Exercise description
Line by line, transcribe the listing below exactly.
*** Block opens ***
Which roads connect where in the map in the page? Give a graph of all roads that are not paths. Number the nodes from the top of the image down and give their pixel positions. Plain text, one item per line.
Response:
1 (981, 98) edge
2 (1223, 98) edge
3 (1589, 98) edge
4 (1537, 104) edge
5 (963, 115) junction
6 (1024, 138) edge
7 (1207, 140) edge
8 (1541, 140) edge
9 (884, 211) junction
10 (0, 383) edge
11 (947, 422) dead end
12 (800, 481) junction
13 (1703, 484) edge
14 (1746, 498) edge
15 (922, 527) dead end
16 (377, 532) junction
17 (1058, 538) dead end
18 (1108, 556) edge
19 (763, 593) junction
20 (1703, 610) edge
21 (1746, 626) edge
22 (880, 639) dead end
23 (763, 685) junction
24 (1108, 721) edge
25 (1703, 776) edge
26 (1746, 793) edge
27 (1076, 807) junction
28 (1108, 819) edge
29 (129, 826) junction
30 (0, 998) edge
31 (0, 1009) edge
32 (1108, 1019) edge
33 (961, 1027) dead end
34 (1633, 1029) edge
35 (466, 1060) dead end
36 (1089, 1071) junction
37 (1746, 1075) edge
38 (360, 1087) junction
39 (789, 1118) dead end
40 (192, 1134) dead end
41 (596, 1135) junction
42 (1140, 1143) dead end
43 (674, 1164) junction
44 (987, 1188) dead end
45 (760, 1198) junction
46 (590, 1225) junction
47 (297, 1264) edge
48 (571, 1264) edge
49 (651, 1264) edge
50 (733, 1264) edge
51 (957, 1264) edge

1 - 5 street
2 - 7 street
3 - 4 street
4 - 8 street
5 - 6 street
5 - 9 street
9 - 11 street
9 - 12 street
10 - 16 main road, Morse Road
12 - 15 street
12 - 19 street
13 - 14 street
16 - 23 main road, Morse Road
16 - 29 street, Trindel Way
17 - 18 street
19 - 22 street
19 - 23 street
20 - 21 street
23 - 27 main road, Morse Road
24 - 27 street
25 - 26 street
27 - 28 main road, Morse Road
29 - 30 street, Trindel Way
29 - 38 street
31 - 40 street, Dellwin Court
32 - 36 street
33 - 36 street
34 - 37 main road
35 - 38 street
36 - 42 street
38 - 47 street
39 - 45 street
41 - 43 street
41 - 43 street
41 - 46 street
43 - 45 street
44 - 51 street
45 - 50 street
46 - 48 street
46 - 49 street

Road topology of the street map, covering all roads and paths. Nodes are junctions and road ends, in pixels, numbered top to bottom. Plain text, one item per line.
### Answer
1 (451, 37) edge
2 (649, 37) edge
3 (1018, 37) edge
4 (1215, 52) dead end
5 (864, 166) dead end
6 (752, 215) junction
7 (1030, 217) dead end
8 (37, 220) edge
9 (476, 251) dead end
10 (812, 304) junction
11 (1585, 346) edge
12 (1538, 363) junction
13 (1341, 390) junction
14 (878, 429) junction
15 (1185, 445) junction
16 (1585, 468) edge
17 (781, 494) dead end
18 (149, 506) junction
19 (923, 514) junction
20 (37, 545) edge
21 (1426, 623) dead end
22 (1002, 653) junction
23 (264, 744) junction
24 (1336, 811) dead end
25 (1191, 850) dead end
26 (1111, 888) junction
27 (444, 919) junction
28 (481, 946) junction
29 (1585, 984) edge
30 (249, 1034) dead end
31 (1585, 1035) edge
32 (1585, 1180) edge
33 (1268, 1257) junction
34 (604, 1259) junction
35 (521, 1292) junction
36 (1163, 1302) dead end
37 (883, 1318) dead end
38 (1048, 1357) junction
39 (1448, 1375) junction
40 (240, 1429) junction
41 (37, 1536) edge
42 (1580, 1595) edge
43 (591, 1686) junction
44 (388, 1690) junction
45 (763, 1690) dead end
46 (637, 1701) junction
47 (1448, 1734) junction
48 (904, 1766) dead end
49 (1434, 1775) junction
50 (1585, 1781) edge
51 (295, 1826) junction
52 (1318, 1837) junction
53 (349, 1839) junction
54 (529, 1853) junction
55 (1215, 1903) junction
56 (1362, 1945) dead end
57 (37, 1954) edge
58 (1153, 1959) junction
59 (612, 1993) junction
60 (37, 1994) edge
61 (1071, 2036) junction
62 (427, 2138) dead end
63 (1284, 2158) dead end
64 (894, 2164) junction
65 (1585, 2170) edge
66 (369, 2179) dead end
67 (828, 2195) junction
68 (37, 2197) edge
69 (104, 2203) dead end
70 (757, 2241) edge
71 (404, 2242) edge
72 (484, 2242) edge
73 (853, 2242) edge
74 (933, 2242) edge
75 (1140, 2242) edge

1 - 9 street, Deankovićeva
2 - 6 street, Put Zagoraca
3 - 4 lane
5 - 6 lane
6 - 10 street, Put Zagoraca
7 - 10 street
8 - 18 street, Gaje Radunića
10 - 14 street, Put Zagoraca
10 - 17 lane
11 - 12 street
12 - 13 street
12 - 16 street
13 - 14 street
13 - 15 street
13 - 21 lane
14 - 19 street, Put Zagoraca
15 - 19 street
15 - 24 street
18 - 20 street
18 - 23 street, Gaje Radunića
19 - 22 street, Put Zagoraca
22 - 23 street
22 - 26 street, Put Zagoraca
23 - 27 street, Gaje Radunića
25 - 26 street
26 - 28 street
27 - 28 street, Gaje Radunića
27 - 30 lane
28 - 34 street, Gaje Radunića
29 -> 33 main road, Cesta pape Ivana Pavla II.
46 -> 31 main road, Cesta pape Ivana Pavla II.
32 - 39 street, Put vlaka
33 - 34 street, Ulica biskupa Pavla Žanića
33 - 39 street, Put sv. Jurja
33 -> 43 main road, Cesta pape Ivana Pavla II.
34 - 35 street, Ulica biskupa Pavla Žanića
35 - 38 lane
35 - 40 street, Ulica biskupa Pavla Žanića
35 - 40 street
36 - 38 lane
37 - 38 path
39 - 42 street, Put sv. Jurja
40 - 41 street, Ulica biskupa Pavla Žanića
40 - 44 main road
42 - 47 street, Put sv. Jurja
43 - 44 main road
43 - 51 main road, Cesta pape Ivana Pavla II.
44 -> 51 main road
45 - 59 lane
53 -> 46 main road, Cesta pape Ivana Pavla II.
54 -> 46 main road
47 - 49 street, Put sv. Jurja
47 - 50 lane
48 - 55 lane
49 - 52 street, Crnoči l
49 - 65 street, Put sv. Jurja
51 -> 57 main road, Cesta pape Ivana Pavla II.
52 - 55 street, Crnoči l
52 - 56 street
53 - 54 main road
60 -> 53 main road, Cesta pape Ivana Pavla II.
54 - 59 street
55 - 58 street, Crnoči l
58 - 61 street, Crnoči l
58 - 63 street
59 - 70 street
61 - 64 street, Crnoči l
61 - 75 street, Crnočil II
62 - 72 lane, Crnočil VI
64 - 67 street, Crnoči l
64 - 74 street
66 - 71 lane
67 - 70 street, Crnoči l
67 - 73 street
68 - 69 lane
*** Block closes ***
Expected answer
Which roads connect where in the map in the page? Give a graph of all roads that are not paths. Number the nodes from the top of the image down and give their pixel positions. Plain text, one item per line.
Response:
1 (981, 98) edge
2 (1223, 98) edge
3 (1589, 98) edge
4 (1537, 104) edge
5 (963, 115) junction
6 (1024, 138) edge
7 (1207, 140) edge
8 (1541, 140) edge
9 (884, 211) junction
10 (0, 383) edge
11 (947, 422) dead end
12 (800, 481) junction
13 (1703, 484) edge
14 (1746, 498) edge
15 (922, 527) dead end
16 (377, 532) junction
17 (1058, 538) dead end
18 (1108, 556) edge
19 (763, 593) junction
20 (1703, 610) edge
21 (1746, 626) edge
22 (880, 639) dead end
23 (763, 685) junction
24 (1108, 721) edge
25 (1703, 776) edge
26 (1746, 793) edge
27 (1076, 807) junction
28 (1108, 819) edge
29 (129, 826) junction
30 (0, 998) edge
31 (0, 1009) edge
32 (1108, 1019) edge
33 (961, 1027) dead end
34 (1633, 1029) edge
35 (466, 1060) dead end
36 (1089, 1071) junction
37 (1746, 1075) edge
38 (360, 1087) junction
39 (789, 1118) dead end
40 (192, 1134) dead end
41 (596, 1135) junction
42 (1140, 1143) dead end
43 (674, 1164) junction
44 (987, 1188) dead end
45 (760, 1198) junction
46 (590, 1225) junction
47 (297, 1264) edge
48 (571, 1264) edge
49 (651, 1264) edge
50 (733, 1264) edge
51 (957, 1264) edge

1 - 5 street
2 - 7 street
3 - 4 street
4 - 8 street
5 - 6 street
5 - 9 street
9 - 11 street
9 - 12 street
10 - 16 main road, Morse Road
12 - 15 street
12 - 19 street
13 - 14 street
16 - 23 main road, Morse Road
16 - 29 street, Trindel Way
17 - 18 street
19 - 22 street
19 - 23 street
20 - 21 street
23 - 27 main road, Morse Road
24 - 27 street
25 - 26 street
27 - 28 main road, Morse Road
29 - 30 street, Trindel Way
29 - 38 street
31 - 40 street, Dellwin Court
32 - 36 street
33 - 36 street
34 - 37 main road
35 - 38 street
36 - 42 street
38 - 47 street
39 - 45 street
41 - 43 street
41 - 43 street
41 - 46 street
43 - 45 street
44 - 51 street
45 - 50 street
46 - 48 street
46 - 49 street

Road topology of the street map, covering all roads and paths. Nodes are junctions and road ends, in pixels, numbered top to bottom. Plain text, one item per line.
### Answer
1 (451, 37) edge
2 (649, 37) edge
3 (1018, 37) edge
4 (1215, 52) dead end
5 (864, 166) dead end
6 (752, 215) junction
7 (1030, 217) dead end
8 (37, 220) edge
9 (476, 251) dead end
10 (812, 304) junction
11 (1585, 346) edge
12 (1538, 363) junction
13 (1341, 390) junction
14 (878, 429) junction
15 (1185, 445) junction
16 (1585, 468) edge
17 (781, 494) dead end
18 (149, 506) junction
19 (923, 514) junction
20 (37, 545) edge
21 (1426, 623) dead end
22 (1002, 653) junction
23 (264, 744) junction
24 (1336, 811) dead end
25 (1191, 850) dead end
26 (1111, 888) junction
27 (444, 919) junction
28 (481, 946) junction
29 (1585, 984) edge
30 (249, 1034) dead end
31 (1585, 1035) edge
32 (1585, 1180) edge
33 (1268, 1257) junction
34 (604, 1259) junction
35 (521, 1292) junction
36 (1163, 1302) dead end
37 (883, 1318) dead end
38 (1048, 1357) junction
39 (1448, 1375) junction
40 (240, 1429) junction
41 (37, 1536) edge
42 (1580, 1595) edge
43 (591, 1686) junction
44 (388, 1690) junction
45 (763, 1690) dead end
46 (637, 1701) junction
47 (1448, 1734) junction
48 (904, 1766) dead end
49 (1434, 1775) junction
50 (1585, 1781) edge
51 (295, 1826) junction
52 (1318, 1837) junction
53 (349, 1839) junction
54 (529, 1853) junction
55 (1215, 1903) junction
56 (1362, 1945) dead end
57 (37, 1954) edge
58 (1153, 1959) junction
59 (612, 1993) junction
60 (37, 1994) edge
61 (1071, 2036) junction
62 (427, 2138) dead end
63 (1284, 2158) dead end
64 (894, 2164) junction
65 (1585, 2170) edge
66 (369, 2179) dead end
67 (828, 2195) junction
68 (37, 2197) edge
69 (104, 2203) dead end
70 (757, 2241) edge
71 (404, 2242) edge
72 (484, 2242) edge
73 (853, 2242) edge
74 (933, 2242) edge
75 (1140, 2242) edge

1 - 9 street, Deankovićeva
2 - 6 street, Put Zagoraca
3 - 4 lane
5 - 6 lane
6 - 10 street, Put Zagoraca
7 - 10 street
8 - 18 street, Gaje Radunića
10 - 14 street, Put Zagoraca
10 - 17 lane
11 - 12 street
12 - 13 street
12 - 16 street
13 - 14 street
13 - 15 street
13 - 21 lane
14 - 19 street, Put Zagoraca
15 - 19 street
15 - 24 street
18 - 20 street
18 - 23 street, Gaje Radunića
19 - 22 street, Put Zagoraca
22 - 23 street
22 - 26 street, Put Zagoraca
23 - 27 street, Gaje Radunića
25 - 26 street
26 - 28 street
27 - 28 street, Gaje Radunića
27 - 30 lane
28 - 34 street, Gaje Radunića
29 -> 33 main road, Cesta pape Ivana Pavla II.
46 -> 31 main road, Cesta pape Ivana Pavla II.
32 - 39 street, Put vlaka
33 - 34 street, Ulica biskupa Pavla Žanića
33 - 39 street, Put sv. Jurja
33 -> 43 main road, Cesta pape Ivana Pavla II.
34 - 35 street, Ulica biskupa Pavla Žanića
35 - 38 lane
35 - 40 street, Ulica biskupa Pavla Žanića
35 - 40 street
36 - 38 lane
37 - 38 path
39 - 42 street, Put sv. Jurja
40 - 41 street, Ulica biskupa Pavla Žanića
40 - 44 main road
42 - 47 street, Put sv. Jurja
43 - 44 main road
43 - 51 main road, Cesta pape Ivana Pavla II.
44 -> 51 main road
45 - 59 lane
53 -> 46 main road, Cesta pape Ivana Pavla II.
54 -> 46 main road
47 - 49 street, Put sv. Jurja
47 - 50 lane
48 - 55 lane
49 - 52 street, Crnoči l
49 - 65 street, Put sv. Jurja
51 -> 57 main road, Cesta pape Ivana Pavla II.
52 - 55 street, Crnoči l
52 - 56 street
53 - 54 main road
60 -> 53 main road, Cesta pape Ivana Pavla II.
54 - 59 street
55 - 58 street, Crnoči l
58 - 61 street, Crnoči l
58 - 63 street
59 - 70 street
61 - 64 street, Crnoči l
61 - 75 street, Crnočil II
62 - 72 lane, Crnočil VI
64 - 67 street, Crnoči l
64 - 74 street
66 - 71 lane
67 - 70 street, Crnoči l
67 - 73 street
68 - 69 lane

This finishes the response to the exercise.